Data flow: Azure Computer Vision ? Smint.io
Azure Computer Vision can extract text from scanned documents, posters, packaging mockups, and event materials uploaded into Smint.io. Smint.io can use the extracted text to index assets, support full-text search, and classify files by campaign, product line, region, or language.
Data flow: Azure Computer Vision ? Smint.io
Smint.io can send incoming assets to Azure Computer Vision to detect logos, branded objects, and other visual elements. The results can be used to flag assets that contain third-party branding, competitor marks, or restricted imagery so they can be reviewed before being made available to creatives.
Data flow: Azure Computer Vision ? Smint.io
For assets intended for web, email, or digital publishing, Azure Computer Vision can generate descriptive text that Smint.io stores as alt-text or accessibility metadata. Marketing and content teams can then reuse this information when exporting assets to downstream channels.
Data flow: Azure Computer Vision ? Smint.io
Azure Computer Vision can analyze visual content and identify whether an asset is product-focused, lifestyle-oriented, people-centric, or location-based. Smint.io can use these classifications to automatically place assets into campaign folders, channel-specific collections, or regional content sets.

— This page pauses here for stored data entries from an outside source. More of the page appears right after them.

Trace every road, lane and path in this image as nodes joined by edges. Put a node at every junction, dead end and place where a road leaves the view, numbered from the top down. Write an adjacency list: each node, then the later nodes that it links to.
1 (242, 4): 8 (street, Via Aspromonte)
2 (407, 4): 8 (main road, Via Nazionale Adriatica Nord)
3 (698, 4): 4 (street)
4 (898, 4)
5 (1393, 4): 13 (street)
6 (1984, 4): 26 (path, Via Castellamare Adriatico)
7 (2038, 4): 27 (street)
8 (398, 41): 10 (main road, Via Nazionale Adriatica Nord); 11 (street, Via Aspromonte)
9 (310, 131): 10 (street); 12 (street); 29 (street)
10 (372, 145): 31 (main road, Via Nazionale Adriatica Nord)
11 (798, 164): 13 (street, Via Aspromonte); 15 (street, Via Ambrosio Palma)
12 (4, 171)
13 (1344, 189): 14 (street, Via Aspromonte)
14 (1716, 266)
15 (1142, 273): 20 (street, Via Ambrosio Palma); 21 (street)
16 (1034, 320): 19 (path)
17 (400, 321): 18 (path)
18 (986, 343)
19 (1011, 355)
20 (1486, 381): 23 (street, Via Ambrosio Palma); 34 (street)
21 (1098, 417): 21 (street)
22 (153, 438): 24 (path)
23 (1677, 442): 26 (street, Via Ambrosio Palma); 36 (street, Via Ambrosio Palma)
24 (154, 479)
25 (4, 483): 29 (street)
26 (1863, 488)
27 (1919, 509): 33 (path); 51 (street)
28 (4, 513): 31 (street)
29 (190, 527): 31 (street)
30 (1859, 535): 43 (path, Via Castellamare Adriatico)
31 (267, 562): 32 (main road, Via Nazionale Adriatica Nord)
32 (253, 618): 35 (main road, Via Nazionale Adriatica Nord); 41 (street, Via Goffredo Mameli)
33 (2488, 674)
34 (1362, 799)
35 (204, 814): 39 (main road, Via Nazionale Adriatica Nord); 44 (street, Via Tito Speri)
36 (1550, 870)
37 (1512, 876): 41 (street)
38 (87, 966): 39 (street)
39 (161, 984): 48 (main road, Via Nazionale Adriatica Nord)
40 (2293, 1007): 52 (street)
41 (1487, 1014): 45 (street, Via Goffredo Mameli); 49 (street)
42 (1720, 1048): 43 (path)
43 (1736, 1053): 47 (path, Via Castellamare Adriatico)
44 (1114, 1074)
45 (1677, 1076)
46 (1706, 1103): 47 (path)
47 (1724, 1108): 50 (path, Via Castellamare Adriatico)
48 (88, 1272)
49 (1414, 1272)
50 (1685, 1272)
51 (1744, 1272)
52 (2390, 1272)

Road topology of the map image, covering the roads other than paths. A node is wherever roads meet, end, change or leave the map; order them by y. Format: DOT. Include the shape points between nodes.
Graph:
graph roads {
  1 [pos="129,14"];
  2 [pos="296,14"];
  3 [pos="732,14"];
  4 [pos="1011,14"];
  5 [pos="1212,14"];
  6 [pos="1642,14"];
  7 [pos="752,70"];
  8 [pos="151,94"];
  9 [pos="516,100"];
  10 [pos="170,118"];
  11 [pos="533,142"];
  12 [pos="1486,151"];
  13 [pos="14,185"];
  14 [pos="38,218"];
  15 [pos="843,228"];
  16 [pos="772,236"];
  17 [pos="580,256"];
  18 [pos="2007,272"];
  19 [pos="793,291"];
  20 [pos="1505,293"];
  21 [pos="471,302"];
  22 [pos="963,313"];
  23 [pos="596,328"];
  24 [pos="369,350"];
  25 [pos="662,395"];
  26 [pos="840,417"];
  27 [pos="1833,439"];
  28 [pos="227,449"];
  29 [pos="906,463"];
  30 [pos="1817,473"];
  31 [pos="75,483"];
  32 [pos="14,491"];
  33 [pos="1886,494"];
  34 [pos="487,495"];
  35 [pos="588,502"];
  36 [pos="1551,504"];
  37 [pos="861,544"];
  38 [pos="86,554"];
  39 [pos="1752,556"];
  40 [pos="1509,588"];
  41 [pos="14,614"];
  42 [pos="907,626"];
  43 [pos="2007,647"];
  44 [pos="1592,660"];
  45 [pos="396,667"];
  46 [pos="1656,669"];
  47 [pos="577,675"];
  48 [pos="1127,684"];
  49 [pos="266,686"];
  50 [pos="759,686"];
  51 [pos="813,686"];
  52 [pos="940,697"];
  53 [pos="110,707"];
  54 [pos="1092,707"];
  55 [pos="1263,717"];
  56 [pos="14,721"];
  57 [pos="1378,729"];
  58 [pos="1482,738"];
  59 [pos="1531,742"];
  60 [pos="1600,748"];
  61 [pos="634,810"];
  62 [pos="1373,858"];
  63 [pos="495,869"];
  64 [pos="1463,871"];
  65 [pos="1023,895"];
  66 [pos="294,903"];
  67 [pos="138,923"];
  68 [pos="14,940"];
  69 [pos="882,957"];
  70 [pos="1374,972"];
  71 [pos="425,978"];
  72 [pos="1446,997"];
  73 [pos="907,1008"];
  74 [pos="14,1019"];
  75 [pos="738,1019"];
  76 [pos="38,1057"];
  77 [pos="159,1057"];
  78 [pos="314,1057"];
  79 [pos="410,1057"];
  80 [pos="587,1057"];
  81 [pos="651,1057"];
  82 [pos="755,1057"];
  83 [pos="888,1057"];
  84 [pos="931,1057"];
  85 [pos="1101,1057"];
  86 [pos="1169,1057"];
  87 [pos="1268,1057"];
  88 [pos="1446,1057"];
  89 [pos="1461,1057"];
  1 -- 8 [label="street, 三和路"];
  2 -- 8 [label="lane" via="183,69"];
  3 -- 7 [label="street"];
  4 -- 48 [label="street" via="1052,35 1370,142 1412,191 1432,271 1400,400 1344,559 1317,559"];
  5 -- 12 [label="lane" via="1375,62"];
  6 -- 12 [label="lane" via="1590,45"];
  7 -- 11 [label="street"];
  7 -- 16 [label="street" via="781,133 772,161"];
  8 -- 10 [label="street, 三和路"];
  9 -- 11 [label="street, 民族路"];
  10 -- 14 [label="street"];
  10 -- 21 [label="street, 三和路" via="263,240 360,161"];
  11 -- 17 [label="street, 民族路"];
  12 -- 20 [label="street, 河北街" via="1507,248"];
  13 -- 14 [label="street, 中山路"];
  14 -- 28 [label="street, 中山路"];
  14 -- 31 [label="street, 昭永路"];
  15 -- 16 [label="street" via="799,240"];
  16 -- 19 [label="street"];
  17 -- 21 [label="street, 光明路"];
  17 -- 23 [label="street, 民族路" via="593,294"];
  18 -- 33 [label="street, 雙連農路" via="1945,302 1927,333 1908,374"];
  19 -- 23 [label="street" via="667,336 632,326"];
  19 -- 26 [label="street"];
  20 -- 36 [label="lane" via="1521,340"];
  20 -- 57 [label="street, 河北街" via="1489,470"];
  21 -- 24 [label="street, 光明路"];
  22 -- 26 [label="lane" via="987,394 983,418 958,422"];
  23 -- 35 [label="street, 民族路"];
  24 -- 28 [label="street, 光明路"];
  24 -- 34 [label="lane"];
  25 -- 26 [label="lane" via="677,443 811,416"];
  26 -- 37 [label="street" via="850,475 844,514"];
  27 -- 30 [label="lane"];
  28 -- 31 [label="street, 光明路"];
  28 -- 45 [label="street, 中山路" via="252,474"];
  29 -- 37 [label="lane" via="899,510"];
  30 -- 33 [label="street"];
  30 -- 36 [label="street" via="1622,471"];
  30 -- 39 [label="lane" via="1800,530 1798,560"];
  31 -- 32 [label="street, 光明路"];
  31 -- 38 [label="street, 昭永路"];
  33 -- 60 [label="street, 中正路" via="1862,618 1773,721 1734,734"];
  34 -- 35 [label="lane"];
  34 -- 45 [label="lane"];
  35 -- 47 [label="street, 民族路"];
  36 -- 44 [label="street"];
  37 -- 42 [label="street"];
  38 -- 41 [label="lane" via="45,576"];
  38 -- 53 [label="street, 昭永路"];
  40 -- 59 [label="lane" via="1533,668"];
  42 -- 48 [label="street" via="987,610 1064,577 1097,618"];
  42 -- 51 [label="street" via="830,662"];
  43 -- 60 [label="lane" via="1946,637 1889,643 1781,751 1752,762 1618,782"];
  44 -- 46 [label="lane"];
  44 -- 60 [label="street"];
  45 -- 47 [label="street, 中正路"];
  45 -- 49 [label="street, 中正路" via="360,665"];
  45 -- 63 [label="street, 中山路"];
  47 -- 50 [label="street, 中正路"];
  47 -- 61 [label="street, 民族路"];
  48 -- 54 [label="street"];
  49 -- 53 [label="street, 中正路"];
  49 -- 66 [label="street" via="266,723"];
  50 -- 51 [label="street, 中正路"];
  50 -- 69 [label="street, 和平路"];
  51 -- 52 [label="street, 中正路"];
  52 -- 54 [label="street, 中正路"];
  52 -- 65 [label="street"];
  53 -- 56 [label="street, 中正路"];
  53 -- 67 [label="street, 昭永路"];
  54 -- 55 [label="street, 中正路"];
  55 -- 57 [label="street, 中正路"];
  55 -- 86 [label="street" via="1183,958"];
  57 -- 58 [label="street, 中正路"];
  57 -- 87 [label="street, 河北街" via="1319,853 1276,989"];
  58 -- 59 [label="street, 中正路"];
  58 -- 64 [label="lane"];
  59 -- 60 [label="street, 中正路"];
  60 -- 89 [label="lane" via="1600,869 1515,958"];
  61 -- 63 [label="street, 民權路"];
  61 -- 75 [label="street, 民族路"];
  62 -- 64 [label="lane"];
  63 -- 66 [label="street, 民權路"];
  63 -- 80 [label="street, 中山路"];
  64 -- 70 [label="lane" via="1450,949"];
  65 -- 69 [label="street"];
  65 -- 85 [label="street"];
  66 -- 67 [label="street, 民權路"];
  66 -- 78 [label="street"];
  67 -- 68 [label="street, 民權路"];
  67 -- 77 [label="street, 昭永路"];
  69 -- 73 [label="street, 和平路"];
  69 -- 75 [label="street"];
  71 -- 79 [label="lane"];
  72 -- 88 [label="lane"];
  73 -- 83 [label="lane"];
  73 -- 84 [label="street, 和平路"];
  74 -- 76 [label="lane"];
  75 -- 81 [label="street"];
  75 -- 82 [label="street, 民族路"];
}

Data flow: Smint.io ? Azure Computer Vision ? Smint.io
When Smint.io receives customer-submitted or partner-provided images, it can send them to Azure Computer Vision for automated review of image quality, text presence, and visible content. Smint.io can then flag low-quality, off-brand, or incomplete submissions for manual review before they enter the approved asset library.
Data flow: Bi-directional
Smint.io can push asset metadata and usage context to Azure Computer Vision for enrichment, while Azure Computer Vision returns visual insights that Smint.io stores alongside existing rights and brand information. This creates a richer search experience for creatives working in Adobe Creative Cloud and other connected tools.
Data flow: Bi-directional
Smint.io can manage licensing, usage rights, and approved asset distribution, while Azure Computer Vision adds content-level analysis to verify what is actually present in the image. Together, they help enterprises ensure that licensed assets are used correctly and that content matches the intended campaign or usage policy.